Where do you work? What do you do?

I’m the woman behind alternative hip hop project Hua Li. I also program POP Symposium at POP Montreal Festival, make educational videos for Landr Audio and teach singing and piano. Sometimes I DJ, too!

What are you listening to?

Omodaka, Bilal, Kari Faux, Bbymutha, Remi Wolf, Deante’ Hitchcock & Moodymann are all high rotation these days.

How do you discover new music?

I love to dig for music, both IRL and online. I’ve made some beloved discoveries in record shops and I also love to follow the links of artists online – combing through label rosters, listening to collaborators of artists I like, checking out the artists that artists I like follow… Sometimes I hand over control to the algorithms. Especially when I am preparing for DJ sets, I’ll go through my Release Radar and the New Music Friday playlists. I like a lot of stuff on the Spotify Pollen playlist as well. Twitter is also a great resource for me – I follow a lot of publications and music journalists on there and artists also often tweet about stuff that they are passionate about. 

What formats do you usually listen to? LP, CD, Cassette, Digital, Streaming Services? Why?

When I’m at home I listen to my record collection a lot. I like the ritual of flipping the record over, it feels like this little interaction keeps me listening more actively. I recently moved into a new place and had to confront my CD collection that I had been dragging around from apartment to apartment for 13 years and just keeping in storage. I’ve since prominently displayed them and have been listening to those at home too, which has been so fun because it turns out I had great taste in the 90s and 00s. When I’m out and about I’ll reach for the streaming services.

“Sometimes I hand over control to the algorithms. Especially when I am preparing for DJ sets”

Where do you do most of your music listening?

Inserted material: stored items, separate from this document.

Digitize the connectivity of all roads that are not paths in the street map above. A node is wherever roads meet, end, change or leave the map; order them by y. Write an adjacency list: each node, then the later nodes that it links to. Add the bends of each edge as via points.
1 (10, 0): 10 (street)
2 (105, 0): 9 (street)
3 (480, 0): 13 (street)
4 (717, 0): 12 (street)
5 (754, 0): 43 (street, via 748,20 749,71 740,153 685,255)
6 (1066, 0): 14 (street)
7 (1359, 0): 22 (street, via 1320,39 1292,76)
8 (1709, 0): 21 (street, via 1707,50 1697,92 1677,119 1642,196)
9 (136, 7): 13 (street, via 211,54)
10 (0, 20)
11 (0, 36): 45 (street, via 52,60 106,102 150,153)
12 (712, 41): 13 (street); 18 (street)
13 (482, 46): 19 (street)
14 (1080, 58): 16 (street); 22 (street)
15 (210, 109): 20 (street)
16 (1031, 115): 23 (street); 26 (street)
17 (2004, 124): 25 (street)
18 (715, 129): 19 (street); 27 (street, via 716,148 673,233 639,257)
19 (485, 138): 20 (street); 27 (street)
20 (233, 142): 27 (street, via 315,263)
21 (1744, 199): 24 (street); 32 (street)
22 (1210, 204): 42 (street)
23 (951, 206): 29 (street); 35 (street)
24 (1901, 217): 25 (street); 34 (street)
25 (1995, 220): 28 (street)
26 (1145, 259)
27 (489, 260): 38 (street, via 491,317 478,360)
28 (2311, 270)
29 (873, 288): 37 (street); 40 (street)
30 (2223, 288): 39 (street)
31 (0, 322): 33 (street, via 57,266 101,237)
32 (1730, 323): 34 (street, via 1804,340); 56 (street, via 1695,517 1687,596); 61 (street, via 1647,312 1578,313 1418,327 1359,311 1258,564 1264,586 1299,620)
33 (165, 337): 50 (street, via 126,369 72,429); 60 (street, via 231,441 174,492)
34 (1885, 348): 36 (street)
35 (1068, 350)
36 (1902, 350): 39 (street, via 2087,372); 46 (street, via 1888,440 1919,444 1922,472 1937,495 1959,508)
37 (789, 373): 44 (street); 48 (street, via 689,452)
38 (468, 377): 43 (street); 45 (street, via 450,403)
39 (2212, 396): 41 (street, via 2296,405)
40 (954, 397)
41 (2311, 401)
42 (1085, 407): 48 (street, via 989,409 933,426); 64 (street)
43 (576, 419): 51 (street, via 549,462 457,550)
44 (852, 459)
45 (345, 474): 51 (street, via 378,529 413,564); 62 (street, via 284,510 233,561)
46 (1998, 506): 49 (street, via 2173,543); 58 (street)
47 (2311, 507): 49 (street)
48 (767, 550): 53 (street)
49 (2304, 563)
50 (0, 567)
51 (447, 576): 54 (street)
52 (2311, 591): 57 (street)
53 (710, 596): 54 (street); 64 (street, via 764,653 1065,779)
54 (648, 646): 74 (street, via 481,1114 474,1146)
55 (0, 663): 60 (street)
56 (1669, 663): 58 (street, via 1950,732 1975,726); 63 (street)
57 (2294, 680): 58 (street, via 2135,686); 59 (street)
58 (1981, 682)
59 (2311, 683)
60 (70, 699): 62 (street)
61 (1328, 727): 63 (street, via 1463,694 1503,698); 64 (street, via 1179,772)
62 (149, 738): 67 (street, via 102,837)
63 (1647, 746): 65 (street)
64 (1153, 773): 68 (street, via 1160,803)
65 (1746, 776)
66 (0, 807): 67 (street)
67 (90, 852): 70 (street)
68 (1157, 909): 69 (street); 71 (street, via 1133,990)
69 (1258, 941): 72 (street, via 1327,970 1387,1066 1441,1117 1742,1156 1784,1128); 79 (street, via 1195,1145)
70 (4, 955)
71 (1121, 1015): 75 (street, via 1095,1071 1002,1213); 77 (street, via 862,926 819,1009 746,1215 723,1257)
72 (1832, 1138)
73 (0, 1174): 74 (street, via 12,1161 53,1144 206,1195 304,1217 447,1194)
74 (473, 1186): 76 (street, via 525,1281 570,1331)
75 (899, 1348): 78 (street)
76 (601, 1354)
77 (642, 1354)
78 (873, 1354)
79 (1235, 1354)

I listen to music as much as I can! When I’m at home I listen to my records through my studio monitors and I have a little listening/reading chair that my dog and I snuggle up in. Sometimes I do very active listening and other times I just put stuff on in the background. Sometimes I do the incredibly dangerous thing of listening to music while I bike, which I do not recommend at all, stay safe kids! I am sad to say that now that I am 30, I have finally learned to drive and have lost some of my Montreal cred, but at the same time, I’ve discovered that listening to music while driving is one of my new passions.

How do you find and listen to pre-release music?

I don’t know that I listen to a lot of pre-release music intentionally. This happens for me mostly when my fellow artists share their tracks with me ahead of their releases. When I used to work at Art Not Love Records and editing for Bitchfork.ca I had a lot more opportunities to listen to things in advance than I do now.

What are your frustrations with listening to music digitally? Any benefits?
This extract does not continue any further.